(TASK DETAILS): Word for word, reproduce each of the entries.

(GIVEN ENTRIES)

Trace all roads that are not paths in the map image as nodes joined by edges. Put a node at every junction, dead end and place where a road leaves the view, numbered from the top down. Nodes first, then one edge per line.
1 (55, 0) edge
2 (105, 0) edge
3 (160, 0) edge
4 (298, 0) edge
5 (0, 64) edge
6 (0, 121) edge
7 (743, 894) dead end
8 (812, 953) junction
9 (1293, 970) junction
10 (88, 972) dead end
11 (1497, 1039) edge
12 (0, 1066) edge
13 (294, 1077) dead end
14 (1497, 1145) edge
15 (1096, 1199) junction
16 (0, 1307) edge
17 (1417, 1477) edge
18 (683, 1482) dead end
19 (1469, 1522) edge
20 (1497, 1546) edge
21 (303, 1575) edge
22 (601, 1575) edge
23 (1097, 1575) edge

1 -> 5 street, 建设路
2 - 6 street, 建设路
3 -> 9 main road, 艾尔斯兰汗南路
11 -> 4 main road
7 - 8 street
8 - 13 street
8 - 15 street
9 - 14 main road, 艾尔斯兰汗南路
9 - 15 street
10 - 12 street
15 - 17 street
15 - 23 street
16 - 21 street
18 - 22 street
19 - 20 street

(End GIVEN ENTRIES)

(REPLY TO THE EXERCISE):
Trace all roads that are not paths in the map image as nodes joined by edges. Put a node at every junction, dead end and place where a road leaves the view, numbered from the top down. Nodes first, then one edge per line.
1 (55, 0) edge
2 (105, 0) edge
3 (160, 0) edge
4 (298, 0) edge
5 (0, 64) edge
6 (0, 121) edge
7 (743, 894) dead end
8 (812, 953) junction
9 (1293, 970) junction
10 (88, 972) dead end
11 (1497, 1039) edge
12 (0, 1066) edge
13 (294, 1077) dead end
14 (1497, 1145) edge
15 (1096, 1199) junction
16 (0, 1307) edge
17 (1417, 1477) edge
18 (683, 1482) dead end
19 (1469, 1522) edge
20 (1497, 1546) edge
21 (303, 1575) edge
22 (601, 1575) edge
23 (1097, 1575) edge

1 -> 5 street, 建设路
2 - 6 street, 建设路
3 -> 9 main road, 艾尔斯兰汗南路
11 -> 4 main road
7 - 8 street
8 - 13 street
8 - 15 street
9 - 14 main road, 艾尔斯兰汗南路
9 - 15 street
10 - 12 street
15 - 17 street
15 - 23 street
16 - 21 street
18 - 22 street
19 - 20 street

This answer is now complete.